** EXTRACTED DATA follows **

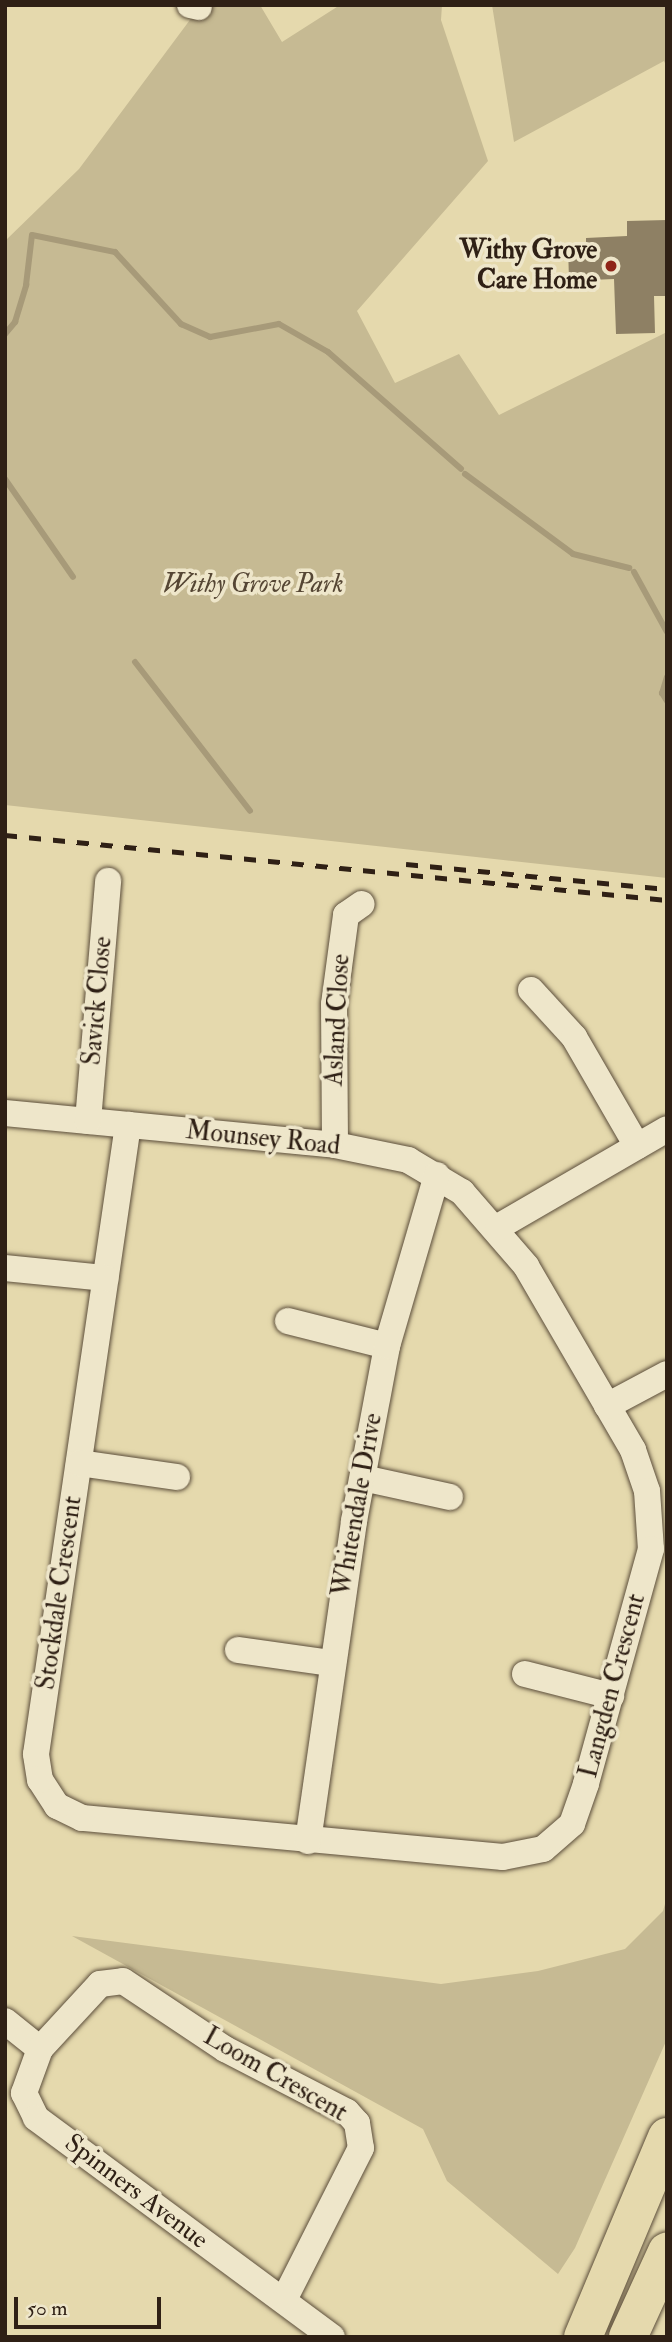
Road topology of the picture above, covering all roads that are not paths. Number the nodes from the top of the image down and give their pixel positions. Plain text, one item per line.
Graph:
1 (108, 881) dead end
2 (362, 904) dead end
3 (531, 990) dead end
4 (5, 1113) edge
5 (88, 1121) junction
6 (128, 1125) junction
7 (667, 1129) edge
8 (335, 1144) junction
9 (637, 1146) junction
10 (437, 1175) junction
11 (498, 1227) junction
12 (5, 1268) edge
13 (106, 1278) junction
14 (288, 1321) dead end
15 (387, 1346) junction
16 (667, 1374) edge
17 (607, 1406) junction
18 (79, 1463) junction
19 (177, 1477) dead end
20 (363, 1478) junction
21 (450, 1497) dead end
22 (238, 1650) dead end
23 (331, 1663) junction
24 (525, 1674) dead end
25 (611, 1696) junction
26 (307, 1841) junction
27 (5, 2021) edge
28 (40, 2049) junction
29 (667, 2137) edge
30 (667, 2252) edge
31 (284, 2300) junction
32 (332, 2337) edge
33 (583, 2337) edge
34 (628, 2337) edge

1 - 5 street, Savick Close
2 - 8 street, Asland Close
3 - 9 street
4 - 5 street, Mounsey Road
5 - 6 street, Mounsey Road
6 - 8 street, Mounsey Road
6 - 13 street, Stockdale Crescent
7 - 9 street
8 - 10 street, Mounsey Road
9 - 11 street
10 - 11 street, Mounsey Road
10 - 15 street, Whitendale Drive
11 - 17 street, Langden Crescent
12 - 13 street
13 - 18 street, Stockdale Crescent
14 - 15 street
15 - 20 street, Whitendale Drive
16 - 17 street
17 - 25 street, Langden Crescent
18 - 19 street
18 - 26 street, Stockdale Crescent
20 - 21 street
20 - 23 street, Whitendale Drive
22 - 23 street
23 - 26 street, Whitendale Drive
24 - 25 street
25 - 26 street, Langden Crescent
27 - 28 street
28 - 31 street, Spinners Avenue
28 - 31 street, Loom Crescent
29 - 33 highway
30 - 34 highway
31 - 32 street, Spinners Avenue

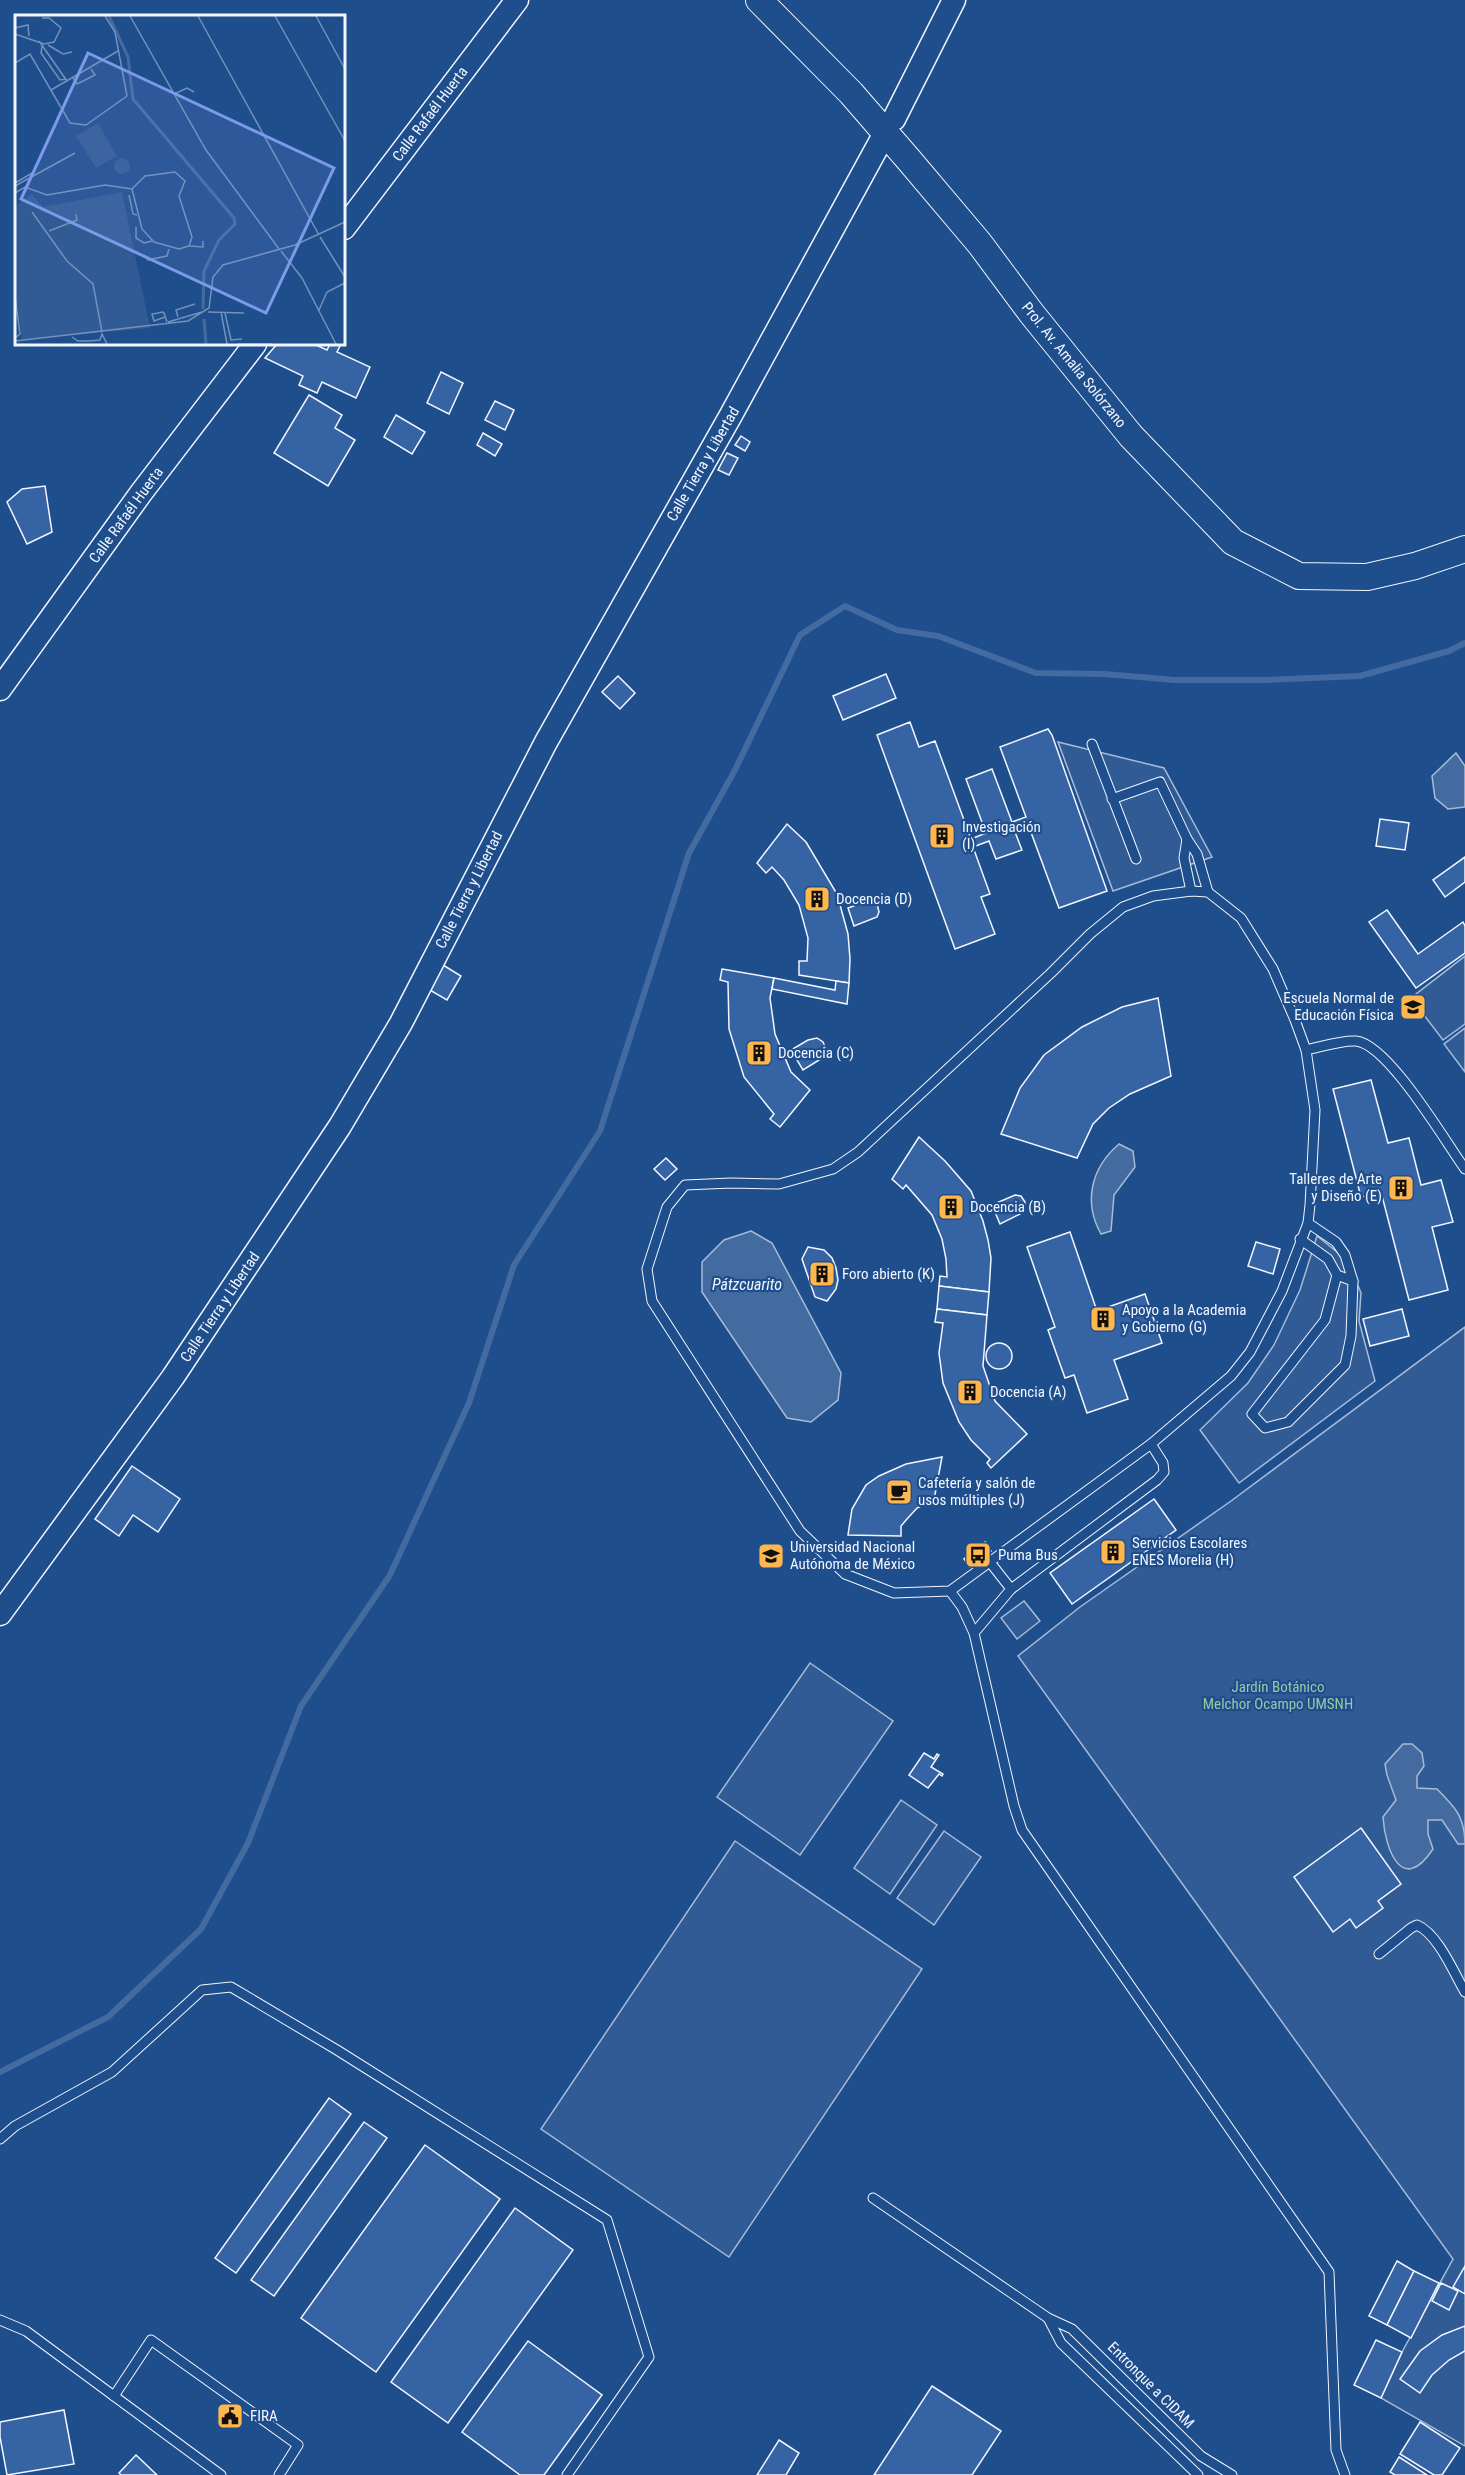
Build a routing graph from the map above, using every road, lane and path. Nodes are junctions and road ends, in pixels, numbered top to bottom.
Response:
1 (517, 0) edge
2 (759, 0) edge
3 (782, 0) edge
4 (954, 0) edge
5 (889, 126) junction
6 (345, 227) edge
7 (254, 345) edge
8 (1219, 519) junction
9 (1465, 536) edge
10 (1465, 549) edge
11 (0, 689) edge
12 (1092, 744) dead end
13 (1112, 799) junction
14 (1187, 839) junction
15 (1136, 859) dead end
16 (1191, 891) junction
17 (1208, 892) junction
18 (1306, 1050) junction
19 (1465, 1168) edge
20 (1308, 1223) junction
21 (1300, 1239) junction
22 (1337, 1275) junction
23 (1353, 1281) junction
24 (1151, 1444) junction
25 (989, 1561) junction
26 (1011, 1589) junction
27 (950, 1591) junction
28 (1, 1611) edge
29 (974, 1633) junction
30 (1379, 1954) dead end
31 (1465, 1992) edge
32 (0, 2139) edge
33 (873, 2198) dead end
34 (1048, 2318) junction
35 (0, 2320) edge
36 (114, 2396) junction
37 (221, 2475) edge
38 (279, 2475) edge
39 (567, 2475) edge
40 (1198, 2475) edge
41 (1232, 2475) edge
42 (1346, 2475) edge

1 - 6 street, Calle Rafaél Huerta
2 - 5 main road, Prol. Av. Amalia Solórzano
3 - 5 main road
4 - 5 street, Calle Tierra y Libertad
5 - 8 main road, Prol. Av. Amalia Solórzano
5 - 28 street, Calle Tierra y Libertad
7 - 11 street, Calle Rafaél Huerta
8 - 9 main road, Prol. Av. Amalia Solórzano
8 - 10 main road, Prol. Av. Amalia Solórzano
12 - 13 lane
13 - 14 lane
13 - 15 lane
14 - 16 lane
14 - 17 lane
16 - 17 lane
16 - 27 lane
17 - 18 lane
18 - 19 lane
18 - 20 lane
20 - 21 lane
20 - 23 lane
21 - 22 lane
21 - 24 lane
22 - 23 lane
22 - 23 lane
24 - 25 lane
24 - 26 lane
25 - 26 lane
25 - 27 lane
26 - 29 lane
27 - 29 lane
29 - 42 lane
30 - 31 lane
32 - 39 lane
33 - 34 lane, Entronque a CIDAM
34 - 40 lane, Entronque a CIDAM
34 - 41 lane, Entronque a CIDAM
35 - 36 lane
36 - 37 lane
36 - 38 lane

** End of EXTRACTED DATA **

| WORK REQUEST |
The reply should hold every entry above, given again exactly, but not a single picture.

| RESPONSE AREA |
Road topology of the picture above, covering all roads that are not paths. Number the nodes from the top of the image down and give their pixel positions. Plain text, one item per line.
Graph:
1 (108, 881) dead end
2 (362, 904) dead end
3 (531, 990) dead end
4 (5, 1113) edge
5 (88, 1121) junction
6 (128, 1125) junction
7 (667, 1129) edge
8 (335, 1144) junction
9 (637, 1146) junction
10 (437, 1175) junction
11 (498, 1227) junction
12 (5, 1268) edge
13 (106, 1278) junction
14 (288, 1321) dead end
15 (387, 1346) junction
16 (667, 1374) edge
17 (607, 1406) junction
18 (79, 1463) junction
19 (177, 1477) dead end
20 (363, 1478) junction
21 (450, 1497) dead end
22 (238, 1650) dead end
23 (331, 1663) junction
24 (525, 1674) dead end
25 (611, 1696) junction
26 (307, 1841) junction
27 (5, 2021) edge
28 (40, 2049) junction
29 (667, 2137) edge
30 (667, 2252) edge
31 (284, 2300) junction
32 (332, 2337) edge
33 (583, 2337) edge
34 (628, 2337) edge

1 - 5 street, Savick Close
2 - 8 street, Asland Close
3 - 9 street
4 - 5 street, Mounsey Road
5 - 6 street, Mounsey Road
6 - 8 street, Mounsey Road
6 - 13 street, Stockdale Crescent
7 - 9 street
8 - 10 street, Mounsey Road
9 - 11 street
10 - 11 street, Mounsey Road
10 - 15 street, Whitendale Drive
11 - 17 street, Langden Crescent
12 - 13 street
13 - 18 street, Stockdale Crescent
14 - 15 street
15 - 20 street, Whitendale Drive
16 - 17 street
17 - 25 street, Langden Crescent
18 - 19 street
18 - 26 street, Stockdale Crescent
20 - 21 street
20 - 23 street, Whitendale Drive
22 - 23 street
23 - 26 street, Whitendale Drive
24 - 25 street
25 - 26 street, Langden Crescent
27 - 28 street
28 - 31 street, Spinners Avenue
28 - 31 street, Loom Crescent
29 - 33 highway
30 - 34 highway
31 - 32 street, Spinners Avenue

Build a routing graph from the map above, using every road, lane and path. Nodes are junctions and road ends, in pixels, numbered top to bottom.
Response:
1 (517, 0) edge
2 (759, 0) edge
3 (782, 0) edge
4 (954, 0) edge
5 (889, 126) junction
6 (345, 227) edge
7 (254, 345) edge
8 (1219, 519) junction
9 (1465, 536) edge
10 (1465, 549) edge
11 (0, 689) edge
12 (1092, 744) dead end
13 (1112, 799) junction
14 (1187, 839) junction
15 (1136, 859) dead end
16 (1191, 891) junction
17 (1208, 892) junction
18 (1306, 1050) junction
19 (1465, 1168) edge
20 (1308, 1223) junction
21 (1300, 1239) junction
22 (1337, 1275) junction
23 (1353, 1281) junction
24 (1151, 1444) junction
25 (989, 1561) junction
26 (1011, 1589) junction
27 (950, 1591) junction
28 (1, 1611) edge
29 (974, 1633) junction
30 (1379, 1954) dead end
31 (1465, 1992) edge
32 (0, 2139) edge
33 (873, 2198) dead end
34 (1048, 2318) junction
35 (0, 2320) edge
36 (114, 2396) junction
37 (221, 2475) edge
38 (279, 2475) edge
39 (567, 2475) edge
40 (1198, 2475) edge
41 (1232, 2475) edge
42 (1346, 2475) edge

1 - 6 street, Calle Rafaél Huerta
2 - 5 main road, Prol. Av. Amalia Solórzano
3 - 5 main road
4 - 5 street, Calle Tierra y Libertad
5 - 8 main road, Prol. Av. Amalia Solórzano
5 - 28 street, Calle Tierra y Libertad
7 - 11 street, Calle Rafaél Huerta
8 - 9 main road, Prol. Av. Amalia Solórzano
8 - 10 main road, Prol. Av. Amalia Solórzano
12 - 13 lane
13 - 14 lane
13 - 15 lane
14 - 16 lane
14 - 17 lane
16 - 17 lane
16 - 27 lane
17 - 18 lane
18 - 19 lane
18 - 20 lane
20 - 21 lane
20 - 23 lane
21 - 22 lane
21 - 24 lane
22 - 23 lane
22 - 23 lane
24 - 25 lane
24 - 26 lane
25 - 26 lane
25 - 27 lane
26 - 29 lane
27 - 29 lane
29 - 42 lane
30 - 31 lane
32 - 39 lane
33 - 34 lane, Entronque a CIDAM
34 - 40 lane, Entronque a CIDAM
34 - 41 lane, Entronque a CIDAM
35 - 36 lane
36 - 37 lane
36 - 38 lane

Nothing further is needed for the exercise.